Wednesday, June 22, 2011
Matcha (Green Tea) Cupcakes
Matcha powder is essentially green tea but in a fine powder form. This is great for making things "green tea" flavored such as in ice cream, mochi, cakes, cookies, etc. Or...you can use it for its intended purpose to make green tea. Either way, if you are a green tea lover (which I have grown to be in the last month), grab some matcha powder the next time you go to an Asian supermarket. There are so many things you can use flavor it with.
Earlier this year, I made Orange Cupcakes, and it was the first time I successfully made cupcakes with an airy-ness to it. I decided to adapt the recipe to be matcha-y instead of orange-y. Was I successful in making these cupcakes airy?
I was pleasantly surprised to see perfectly risen matcha cupcakes when I opened the oven door. The vibrant green color caught my eye and I couldn't not wait to get my fingers on one of the cupcakes. After patiently waiting for the cupcakes to cool, which for me was five minutes, I bit into a moist and airy cupcake. The matcha flavor was present but not overwhelming and I scarfed down the cupcake in all of two seconds...with no frosting.

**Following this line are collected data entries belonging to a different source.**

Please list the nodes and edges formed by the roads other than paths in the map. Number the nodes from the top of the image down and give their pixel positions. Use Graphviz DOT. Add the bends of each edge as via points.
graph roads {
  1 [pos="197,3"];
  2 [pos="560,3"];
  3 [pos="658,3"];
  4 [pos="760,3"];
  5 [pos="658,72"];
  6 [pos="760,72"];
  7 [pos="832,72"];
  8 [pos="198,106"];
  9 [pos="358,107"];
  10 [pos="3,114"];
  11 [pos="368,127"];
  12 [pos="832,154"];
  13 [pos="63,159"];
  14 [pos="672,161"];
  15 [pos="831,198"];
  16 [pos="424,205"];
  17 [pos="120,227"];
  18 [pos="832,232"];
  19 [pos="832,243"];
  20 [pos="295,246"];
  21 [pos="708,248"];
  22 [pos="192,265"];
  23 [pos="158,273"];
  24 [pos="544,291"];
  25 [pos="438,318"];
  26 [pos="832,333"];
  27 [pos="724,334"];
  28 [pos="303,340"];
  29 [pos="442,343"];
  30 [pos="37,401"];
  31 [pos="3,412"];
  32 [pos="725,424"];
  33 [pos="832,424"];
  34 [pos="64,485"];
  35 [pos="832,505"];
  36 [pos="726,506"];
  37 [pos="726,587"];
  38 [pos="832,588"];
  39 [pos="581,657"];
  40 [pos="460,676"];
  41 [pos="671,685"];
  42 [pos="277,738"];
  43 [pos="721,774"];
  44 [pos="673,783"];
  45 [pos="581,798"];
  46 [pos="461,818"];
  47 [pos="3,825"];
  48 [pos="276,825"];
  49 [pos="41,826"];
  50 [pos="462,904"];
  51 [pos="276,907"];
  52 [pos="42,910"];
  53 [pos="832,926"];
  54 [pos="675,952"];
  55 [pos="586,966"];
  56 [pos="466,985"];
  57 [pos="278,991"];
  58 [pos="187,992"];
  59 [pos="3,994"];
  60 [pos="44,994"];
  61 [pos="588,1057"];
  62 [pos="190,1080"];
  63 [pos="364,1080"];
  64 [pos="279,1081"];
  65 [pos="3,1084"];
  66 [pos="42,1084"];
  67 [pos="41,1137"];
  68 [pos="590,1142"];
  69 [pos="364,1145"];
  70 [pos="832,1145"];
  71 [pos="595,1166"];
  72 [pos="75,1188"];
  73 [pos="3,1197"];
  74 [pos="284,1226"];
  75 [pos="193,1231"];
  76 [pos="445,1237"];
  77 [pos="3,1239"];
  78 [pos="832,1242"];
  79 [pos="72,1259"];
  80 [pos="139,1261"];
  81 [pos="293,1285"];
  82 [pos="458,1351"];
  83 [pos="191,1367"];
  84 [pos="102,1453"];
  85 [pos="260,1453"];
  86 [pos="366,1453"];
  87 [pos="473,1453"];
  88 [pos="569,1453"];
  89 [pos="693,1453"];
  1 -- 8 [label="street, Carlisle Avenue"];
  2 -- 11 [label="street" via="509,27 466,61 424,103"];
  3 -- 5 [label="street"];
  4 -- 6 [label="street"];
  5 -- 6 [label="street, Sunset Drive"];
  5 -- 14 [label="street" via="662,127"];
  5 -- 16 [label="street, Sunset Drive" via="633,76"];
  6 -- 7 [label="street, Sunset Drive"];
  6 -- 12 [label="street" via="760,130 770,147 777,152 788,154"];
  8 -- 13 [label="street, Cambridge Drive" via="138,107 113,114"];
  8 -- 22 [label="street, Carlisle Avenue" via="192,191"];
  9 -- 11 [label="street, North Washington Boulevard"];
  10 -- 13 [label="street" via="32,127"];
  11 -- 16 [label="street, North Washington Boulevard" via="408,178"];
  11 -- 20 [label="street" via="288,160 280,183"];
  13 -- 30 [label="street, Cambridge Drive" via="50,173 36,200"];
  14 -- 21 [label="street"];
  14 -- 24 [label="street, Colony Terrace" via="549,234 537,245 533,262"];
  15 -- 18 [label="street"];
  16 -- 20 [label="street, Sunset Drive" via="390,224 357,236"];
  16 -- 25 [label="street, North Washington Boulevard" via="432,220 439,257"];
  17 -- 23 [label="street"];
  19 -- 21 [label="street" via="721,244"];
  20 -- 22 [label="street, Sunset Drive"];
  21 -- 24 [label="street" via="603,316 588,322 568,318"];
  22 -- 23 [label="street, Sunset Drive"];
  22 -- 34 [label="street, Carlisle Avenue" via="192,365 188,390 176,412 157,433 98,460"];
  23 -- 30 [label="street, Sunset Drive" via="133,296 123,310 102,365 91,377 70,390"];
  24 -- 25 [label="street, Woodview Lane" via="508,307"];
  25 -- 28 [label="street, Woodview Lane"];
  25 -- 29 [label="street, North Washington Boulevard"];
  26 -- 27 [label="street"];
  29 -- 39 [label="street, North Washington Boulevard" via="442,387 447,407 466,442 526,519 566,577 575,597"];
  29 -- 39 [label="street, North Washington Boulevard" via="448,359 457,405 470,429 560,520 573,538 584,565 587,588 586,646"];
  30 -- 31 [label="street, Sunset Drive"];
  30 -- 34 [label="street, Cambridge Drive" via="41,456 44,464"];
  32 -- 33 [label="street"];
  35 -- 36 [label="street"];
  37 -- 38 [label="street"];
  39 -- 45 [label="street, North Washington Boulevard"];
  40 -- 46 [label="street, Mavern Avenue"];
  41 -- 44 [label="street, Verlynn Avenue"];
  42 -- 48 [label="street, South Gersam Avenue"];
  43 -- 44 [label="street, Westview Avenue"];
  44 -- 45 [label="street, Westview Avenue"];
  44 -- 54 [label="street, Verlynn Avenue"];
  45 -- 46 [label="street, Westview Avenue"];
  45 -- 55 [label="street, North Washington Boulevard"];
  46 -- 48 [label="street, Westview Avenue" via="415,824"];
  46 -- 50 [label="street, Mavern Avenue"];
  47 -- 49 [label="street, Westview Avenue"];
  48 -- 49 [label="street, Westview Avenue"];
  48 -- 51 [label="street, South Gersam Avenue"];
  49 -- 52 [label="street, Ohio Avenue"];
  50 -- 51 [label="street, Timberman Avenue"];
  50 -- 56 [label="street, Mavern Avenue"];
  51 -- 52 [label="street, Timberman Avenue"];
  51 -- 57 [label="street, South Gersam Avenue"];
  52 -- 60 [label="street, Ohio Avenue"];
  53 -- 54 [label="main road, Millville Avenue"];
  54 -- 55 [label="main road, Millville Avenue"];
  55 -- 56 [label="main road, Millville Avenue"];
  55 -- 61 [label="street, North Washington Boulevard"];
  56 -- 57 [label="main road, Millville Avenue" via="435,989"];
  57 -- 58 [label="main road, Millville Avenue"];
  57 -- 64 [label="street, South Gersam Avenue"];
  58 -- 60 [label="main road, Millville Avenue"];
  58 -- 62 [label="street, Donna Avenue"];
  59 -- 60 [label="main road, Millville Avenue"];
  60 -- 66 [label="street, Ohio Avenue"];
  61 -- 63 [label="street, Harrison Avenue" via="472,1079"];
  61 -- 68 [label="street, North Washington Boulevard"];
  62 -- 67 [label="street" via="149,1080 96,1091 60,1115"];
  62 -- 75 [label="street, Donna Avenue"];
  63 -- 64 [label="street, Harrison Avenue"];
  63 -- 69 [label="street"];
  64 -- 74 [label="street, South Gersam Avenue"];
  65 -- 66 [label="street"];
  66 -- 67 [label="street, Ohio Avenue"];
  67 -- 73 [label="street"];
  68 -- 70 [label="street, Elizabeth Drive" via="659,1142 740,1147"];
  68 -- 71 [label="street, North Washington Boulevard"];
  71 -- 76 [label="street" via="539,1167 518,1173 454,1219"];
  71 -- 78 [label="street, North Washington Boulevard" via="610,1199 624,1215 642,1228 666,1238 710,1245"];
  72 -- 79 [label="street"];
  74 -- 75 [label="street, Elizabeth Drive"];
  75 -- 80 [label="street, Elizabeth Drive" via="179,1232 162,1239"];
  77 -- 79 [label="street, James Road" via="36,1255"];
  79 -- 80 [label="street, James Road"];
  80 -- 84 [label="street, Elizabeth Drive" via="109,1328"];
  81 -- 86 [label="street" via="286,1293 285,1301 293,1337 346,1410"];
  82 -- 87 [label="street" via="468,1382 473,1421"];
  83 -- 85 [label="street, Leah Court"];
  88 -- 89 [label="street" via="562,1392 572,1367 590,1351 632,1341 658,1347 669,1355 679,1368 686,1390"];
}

Speaking of frosting, I love cream cheese frosting. I don't know if it necessary matches the best with the cupcakes but I loved it anyways. I didn't add matcha powder to the frosting but I am curious to try it. I think it will enhance the matcha flavor in the cupcake. I really liked the cupcakes that I could eat them without any frosting but I know the frosting gives it a little extra something. I'm sure you know what I mean!

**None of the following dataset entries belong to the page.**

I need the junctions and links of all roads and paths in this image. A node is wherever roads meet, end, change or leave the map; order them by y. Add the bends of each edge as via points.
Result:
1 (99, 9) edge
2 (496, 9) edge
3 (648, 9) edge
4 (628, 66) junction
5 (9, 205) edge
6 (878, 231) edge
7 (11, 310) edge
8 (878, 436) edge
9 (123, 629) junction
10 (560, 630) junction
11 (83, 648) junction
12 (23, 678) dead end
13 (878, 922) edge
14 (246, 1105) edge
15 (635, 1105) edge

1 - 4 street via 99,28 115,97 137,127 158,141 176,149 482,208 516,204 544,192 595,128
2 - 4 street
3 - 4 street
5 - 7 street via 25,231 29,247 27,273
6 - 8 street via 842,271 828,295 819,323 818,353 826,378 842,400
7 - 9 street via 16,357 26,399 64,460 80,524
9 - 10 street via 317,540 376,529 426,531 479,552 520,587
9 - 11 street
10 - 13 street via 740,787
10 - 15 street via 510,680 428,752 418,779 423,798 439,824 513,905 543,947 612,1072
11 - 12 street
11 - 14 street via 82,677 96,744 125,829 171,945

Matcha (Green Tea) Cupcakes
adapted from cupcakerecipes.com & Y-U-M-M-Y
1-3/4 cups cake flour
1 cup sugar
1/2 teaspoon salt
2-1/2 teaspoons baking powder.
2 large eggs, separated and room temperature
1/2 teaspoon vanilla
3-4 teaspoons matcha powder (use 4 tsp if you want a stronger matcha taste)
1/2 cup milk
1/4 cup butter, softened
Cream Cheese Frosting
1 8-oz package cream cheese, softened
1/2 c. butter, softened
2 tsp milk
5-1/2-6 c. powdered sugar
1 tsp matcha (optional, incorporate to make matcha cream cheese frosting)
1. Preheat oven to 350 F.
2. With an electric mixer on medium speed, cream butter, sugar, egg yolks, and vanilla.
3. In a separate bowl, sift flour, baking powder, matcha powder, and salt.
4. Alternately add flour (1/3 at a time) and milk to the butter mixture, starting and ending with flour mixture.
5. Beat egg whites until medium peaks form.
6. Fold egg whites to cupcake mixture. Do not overmix.
6. Fill cupcake tins 1/2-2/3 full with batter.
8. Bake for 15 minute or when a toothpick comes out clean.
To make frosting
1. In mixing bowl, beat cream cheese, butter, milk, and matcha (optional) on medium speed until light and fluffy
2. Gradually beat in powdered sugar to reach spreading consistency
NOTE: the frosting should be enough for ~24 cupcakes so you can half the recipe for 12 cupcakes but a little extra frosting never hurts!